Pension surplus an asset, fund administrator says
A major public service pension plan co-sponsored by Queen’s Park says the auditor general should include billions of dollars of its assets on the government’s bottom line.
Thestar.com
Feb. 10, 2017
By Robert Benzie
A major public service pension plan co-sponsored by Queen’s Park says the auditor general should include billions of dollars of its assets on the government’s bottom line.
In a blow to Auditor General Bonnie Lysyk’s contention that $10.7 billion in pension funds can no longer be considered an asset, OPTrust said “public interest is best served by recognizing any accounting surplus.”
Lysyk’s unexpected accounting change in September effectively wiped away $1.5 billion from the province’s annual balance sheet.
Resolving the accounting dispute is crucial to Premier Kathleen Wynne’s government, which has promised to balance the books in Finance Minister Charles Sousa’s spring budget.
As first disclosed by the Star, a government-appointed panel of four experts will announce Monday that such joint-sponsored pension surpluses should be counted as assets for the provincial treasury.
OPTrust — which administers the Ontario Public Service Employees’ Union Pension Plan that has $18.4 billion in assets, is fully funded, and serves 87,000 workers and retirees — bolsters that assessment.
In a memo to members posted on its website Friday, the pension administrator warned “the failure to fully recognize risk-sharing in accounting would raise questions about the plan’s governance and possible outcomes.”
“Our two sponsors, the government of Ontario ... and Ontario Public Service Employees Union ... share equally in the risk, reward and governance of the plan,” the OPTrust memo states.
“The public sector accounting rules - and accounting rules in general - are intended to and should result in a faithful representation of the economic realities of public pension plans,” it continues.
“To the extent the plan sponsors are required to fund plan deficits and are entitled to benefit from plan surpluses, any interpretation of accounting rules and the resulting accounting must be transparent to stakeholders, including taxpayers, and must treat deficits and surpluses in a uniform manner.”
OPTrust stresses that “therefore, surpluses and deficits should both be recognized on the province’s balance sheet.”

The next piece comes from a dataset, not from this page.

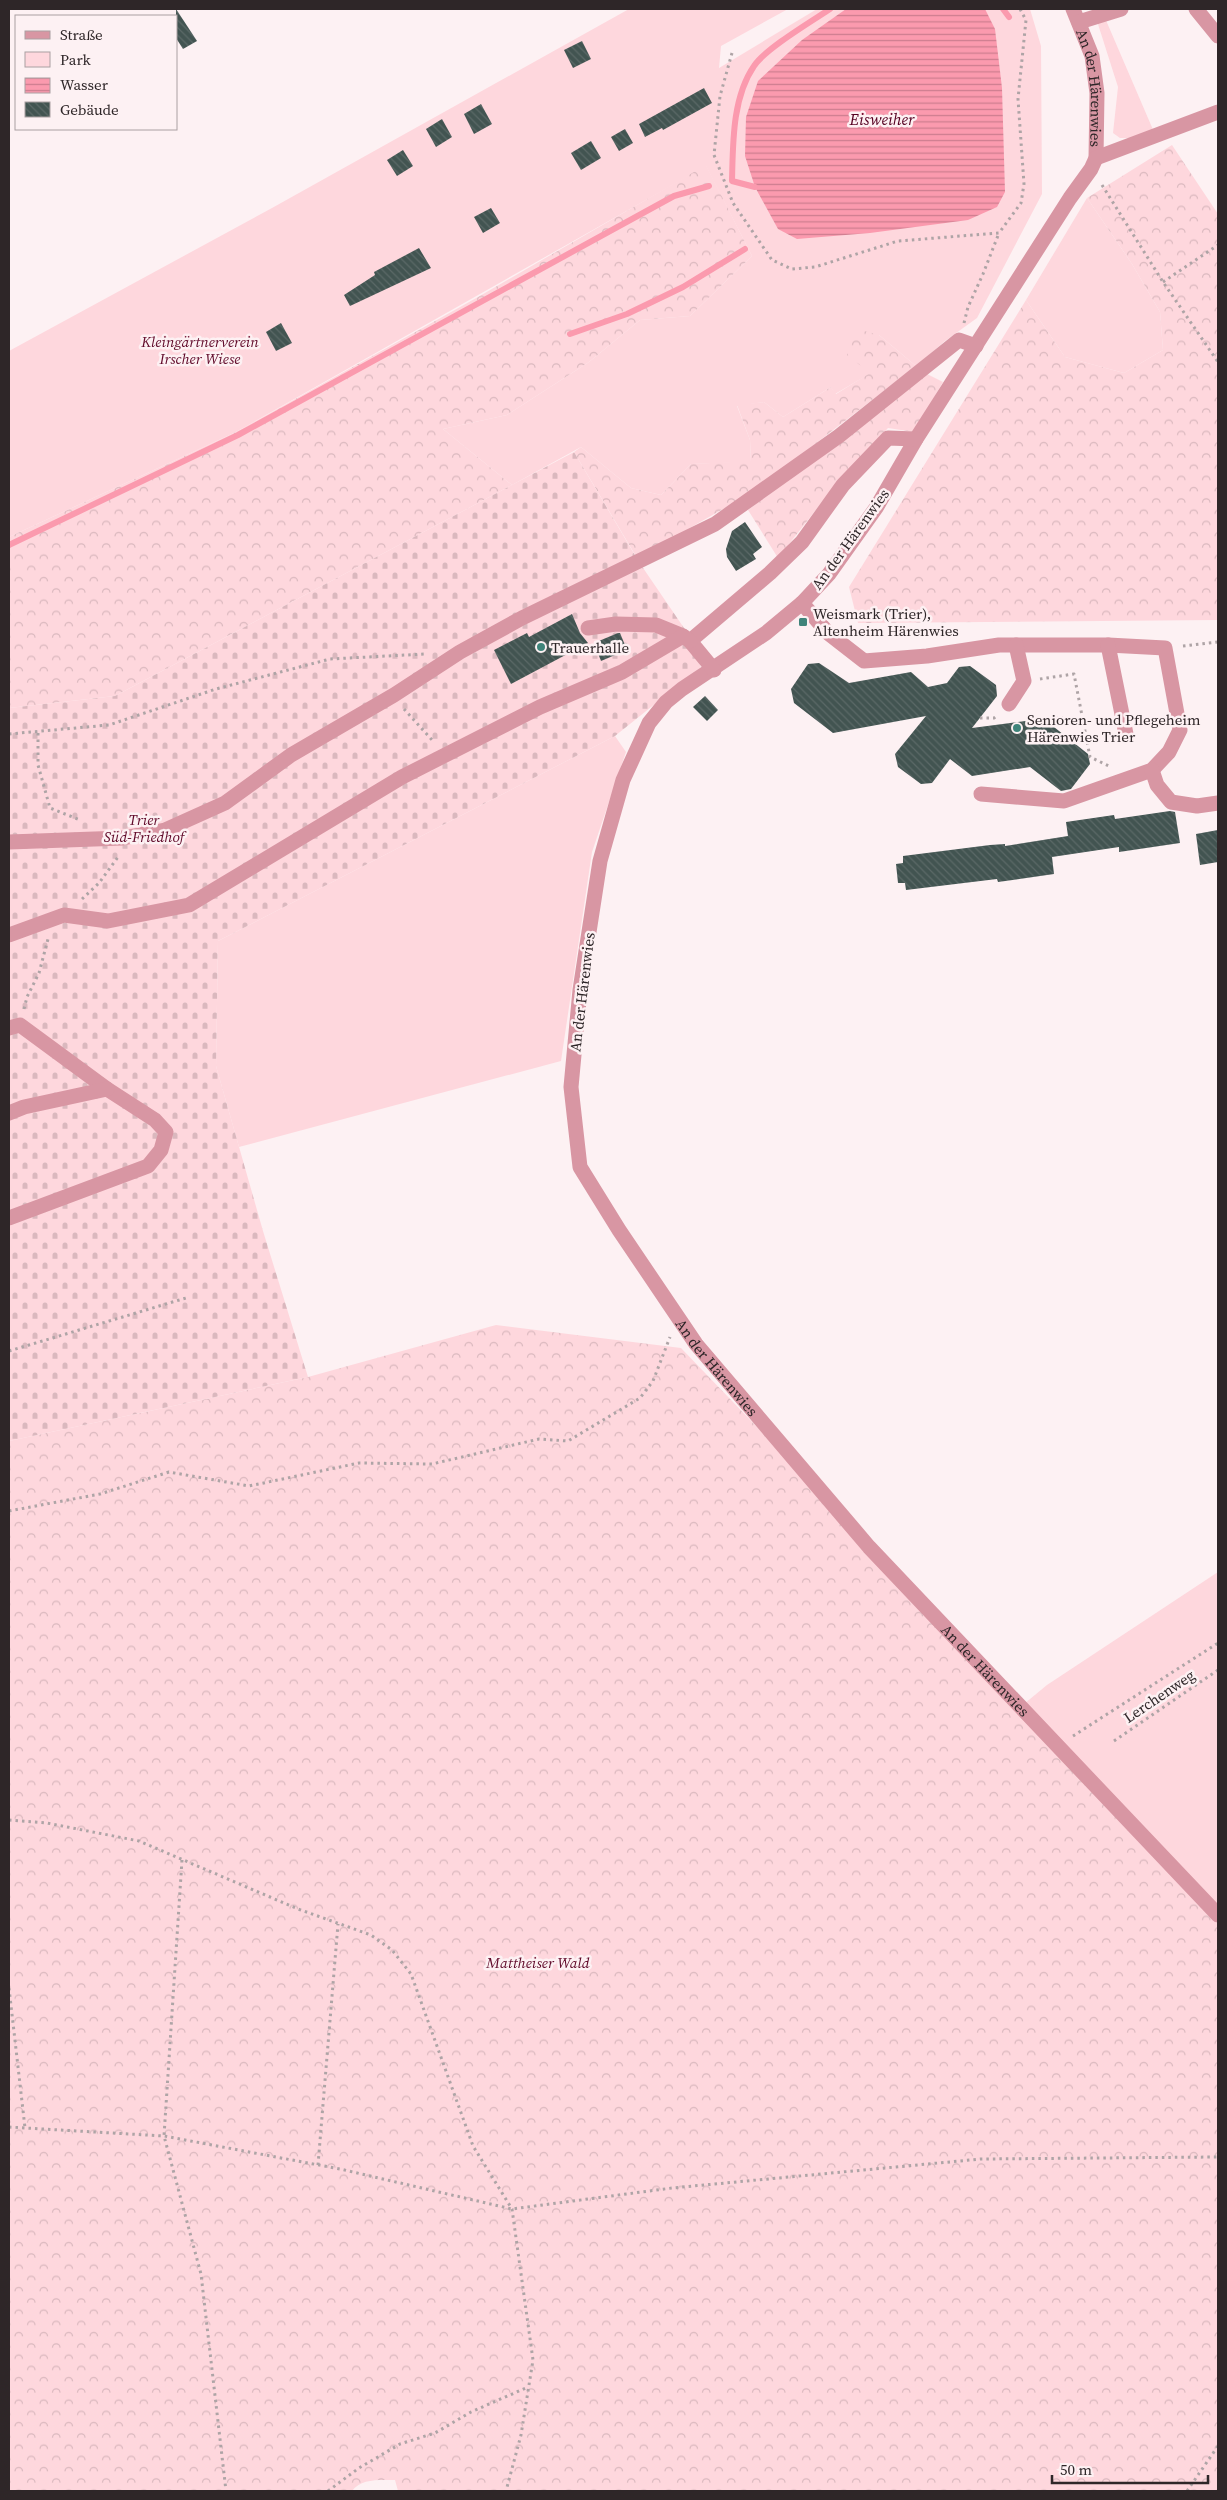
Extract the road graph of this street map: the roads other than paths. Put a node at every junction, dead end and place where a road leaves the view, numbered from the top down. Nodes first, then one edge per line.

“Not recognizing a surplus on the balance sheet ... not only leaves a large amount of assets off the province’s balance sheet ... (but) weakens disclosure as well as transparency by giving those that read the province’s financial statements an incorrect perception of how the plan functions.”
Lysyk decreed last fall that the surpluses of the OPSEU plan and the Ontario Teachers’ Pension Plan, which the government also co-sponsors, are not public assets because Queen’s Park cannot readily access the money.
Her move came even though she had signed off on those same pension assets in previous years - as her predecessors had dating back to 2002.
The auditor general, who was briefed on the experts’ conclusions on Feb. 3, has declined to comment until the report is officially released.
But she suggested to the Star’s Martin Regg Cohn on Monday she hasn’t heard anything from the panel - led by Tricia O’Malley, chair of the Canadian Actuarial Standards Oversight Council - that would change her mind.
“We did our homework, and we did a lot of work,” insisted Lysyk, defending her actuarial interpretation, which was also disputed by non-partisan provincial bureaucrats.
Earlier this week, Wynne welcomed the blue-ribbon panel’s input.
“There was a conflict between the advice that the auditor general is giving us and the advice that our officials were giving us,” Wynne said Tuesday.
“We sought independent third-party advice and you know we have to take that independent advice very seriously,” she said.
“What we have to do as government is get the best advice that we can.”
Also on O’Malley’s panel are: Murray Gold, of Koskie Minsky LLP, a law and pension consulting firm; Uros Karadzic, partner at Ernst and Young; and Paul Martin, a controller with the New Brunswick government and former partner at accounting giant Grant Thornton LLP.
Without the pension surplus last year’s deficit was $5 billion, not the $3.5 billion that Queen’s Park had calculated.